De todo ello resulta un avance del empleo generoso, pero de bases endebles, con un componente de reparto muy intenso que ceba la contratación a tiempo parcial clásica y de nueva creación como los fijos discontinuos (tiempo parcial anualizado), que concentra las remuneraciones en la banda más modesta de la escala salarial.

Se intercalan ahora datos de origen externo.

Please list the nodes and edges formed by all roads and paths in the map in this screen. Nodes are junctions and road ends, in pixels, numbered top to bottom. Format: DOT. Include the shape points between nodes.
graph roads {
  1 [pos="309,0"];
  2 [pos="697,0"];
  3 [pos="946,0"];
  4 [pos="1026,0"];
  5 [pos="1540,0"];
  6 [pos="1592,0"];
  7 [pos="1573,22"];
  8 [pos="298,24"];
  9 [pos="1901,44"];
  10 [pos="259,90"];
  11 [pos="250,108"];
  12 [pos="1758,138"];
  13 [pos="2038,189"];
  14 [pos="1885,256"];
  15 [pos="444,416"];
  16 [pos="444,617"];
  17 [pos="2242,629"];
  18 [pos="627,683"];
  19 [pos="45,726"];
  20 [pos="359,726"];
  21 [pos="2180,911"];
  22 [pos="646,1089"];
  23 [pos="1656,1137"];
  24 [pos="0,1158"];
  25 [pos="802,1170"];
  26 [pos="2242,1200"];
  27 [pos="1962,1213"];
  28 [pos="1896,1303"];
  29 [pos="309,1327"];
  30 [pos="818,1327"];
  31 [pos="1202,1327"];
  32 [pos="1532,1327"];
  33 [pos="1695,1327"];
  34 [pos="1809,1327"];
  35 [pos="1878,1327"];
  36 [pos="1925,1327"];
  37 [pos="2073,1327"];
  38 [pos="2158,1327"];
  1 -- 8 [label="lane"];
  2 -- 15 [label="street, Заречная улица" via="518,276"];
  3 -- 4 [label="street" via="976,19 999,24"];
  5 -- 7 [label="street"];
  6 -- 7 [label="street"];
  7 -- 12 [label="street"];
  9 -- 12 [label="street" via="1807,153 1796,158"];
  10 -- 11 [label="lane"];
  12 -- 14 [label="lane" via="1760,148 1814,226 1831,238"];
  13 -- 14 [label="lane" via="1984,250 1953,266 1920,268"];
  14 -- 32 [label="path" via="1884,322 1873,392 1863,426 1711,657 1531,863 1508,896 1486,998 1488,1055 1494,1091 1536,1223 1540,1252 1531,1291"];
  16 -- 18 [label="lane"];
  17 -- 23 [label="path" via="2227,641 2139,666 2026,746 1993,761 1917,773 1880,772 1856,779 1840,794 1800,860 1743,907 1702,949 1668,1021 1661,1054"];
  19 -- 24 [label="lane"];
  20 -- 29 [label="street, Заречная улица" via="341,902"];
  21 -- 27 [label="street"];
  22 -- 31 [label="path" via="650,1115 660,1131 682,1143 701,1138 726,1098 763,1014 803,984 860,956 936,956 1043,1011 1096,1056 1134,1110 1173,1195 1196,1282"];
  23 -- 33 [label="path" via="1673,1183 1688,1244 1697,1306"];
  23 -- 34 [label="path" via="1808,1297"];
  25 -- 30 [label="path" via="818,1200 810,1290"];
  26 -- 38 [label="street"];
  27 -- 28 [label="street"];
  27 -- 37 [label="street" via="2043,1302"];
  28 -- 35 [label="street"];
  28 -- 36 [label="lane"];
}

El último Policy Brief del think tank EuropG, presentado en Madrid por su autor Josep Oliver, catedrático emérito de la Universidad Autónoma de Barcelona, revela ese desequilibrio entre las magnitudes financieras y el limitado recorrido que proporcionan. Dado que la inversión de los agentes privados, particulares y corporativos, sigue estancada pese a que se dan las condiciones macroeconómicas para su reactivación, persiste el desapalancamiento iniciado tras la Gran Recesión, hasta el punto de que los niveles de pasivo de empresas y familias está ya en niveles más modestos que los europeos, donde la inversión ha retomado la marcha.
Tal desendeudamiento contribuye tanto a mantener señales de disciplina financiera agregada, tales como la prima de riesgo, consecuencia de una sostenida capacidad de financiación de los agentes privados que compensa la necesidad de financiación de los públicos, como a consolidar un increíble superávit por cuenta corriente por decimotercer año consecutivo, y a llevar la posición internacional de inversión (PII), o deuda exterior neta, a valores gobernables y muy alejados de los que pusieron al país al borde del abismo hace ya catorce años.
El citado informe llama la atención tanto sobre el papel de la política monetaria (de marcado carácter fiscal) del BCE para empujar hacia la virtud las finanzas de los países europeos, y en España de manera muy particular (el Banco de España tiene en sus bodegas más del 30% de la deuda pública española que tendrá que externalizar en los próximos años), como del limitado recorrido de esta práctica en las variables internas si no se acometen reformas intensas que eleven el crecimiento potencial de la economía que permitan afrontar en el futuro una deuda pública que aflorará al hilo del envejecimiento.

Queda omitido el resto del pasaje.